La capital de Guinea
Ecuatorial es Malabo. Su origen data de 1827 cuando el capitán de Fragata
Frits William Owen la empezó a construir llamándola Port Clarence, mas
tarde se llamaría Santa Isabel y actualmente Malabo. Esta situada en la
costa norte de la isla, ubicada entre Punta Fernanda y Punta Cristina,
ofreciendo un magnifico puerto natural que viene a ser un antiguo volcán
invadido por el mar
La primera impresión que uno
tiene al llegar a Malabo en avión es que parece que este fuera a aterrizar
encima de los árboles, pero de pronto se da paso entre la vegetación la
pista de aterrizaje del pequeño aeropuerto internacional de Malabo.

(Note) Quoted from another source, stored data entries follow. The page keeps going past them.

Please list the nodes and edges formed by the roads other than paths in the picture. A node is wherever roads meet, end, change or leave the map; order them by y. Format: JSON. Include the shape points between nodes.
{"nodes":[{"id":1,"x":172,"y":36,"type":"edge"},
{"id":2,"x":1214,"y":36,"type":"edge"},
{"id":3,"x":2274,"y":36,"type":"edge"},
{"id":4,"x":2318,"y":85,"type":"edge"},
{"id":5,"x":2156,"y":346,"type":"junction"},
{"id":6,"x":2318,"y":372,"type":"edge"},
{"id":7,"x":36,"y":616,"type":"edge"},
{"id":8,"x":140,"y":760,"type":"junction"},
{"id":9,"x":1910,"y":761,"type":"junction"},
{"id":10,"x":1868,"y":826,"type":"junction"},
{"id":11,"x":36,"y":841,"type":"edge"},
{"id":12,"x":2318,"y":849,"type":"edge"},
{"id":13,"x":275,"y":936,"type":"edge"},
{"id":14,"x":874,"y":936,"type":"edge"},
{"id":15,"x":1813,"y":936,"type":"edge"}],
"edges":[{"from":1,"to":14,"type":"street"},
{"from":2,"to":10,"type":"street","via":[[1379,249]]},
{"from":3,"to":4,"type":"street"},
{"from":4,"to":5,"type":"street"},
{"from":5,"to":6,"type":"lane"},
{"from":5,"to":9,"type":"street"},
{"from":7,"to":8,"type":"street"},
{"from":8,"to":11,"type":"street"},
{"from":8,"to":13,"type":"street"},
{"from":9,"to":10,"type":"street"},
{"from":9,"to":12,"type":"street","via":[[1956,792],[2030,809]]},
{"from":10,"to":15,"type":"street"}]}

Luego
por una carretera de 7 Km de asfalto hacia la ciudad simplemente esta
rodeado de pura vegetación. La ciudad es de tipo colonial, forman manzanas
casi regulares, muchas casas estan en abandono, otras en mal estado. La
vegetación es tan devastadora que crece hasta en las paredes y en el
asfalto. La plaza de la Independencia (plaza de España) es la mas
destacable de la ciudad, un poco mas allá asomándonos por el mar vemos el
puerto y la bahía. Mas al sur se encuentran los mercados donde se ofrece
de todo bebidas, vestimentas, frutas tropicales, ñames, aceite de palma y
alimentos en general. Caminando por la ciudad nos encontramos con un
sinfín de trajes típicos coloridos así como peinados extravagantes y
complicados que a veces llegan a ser obras de arte.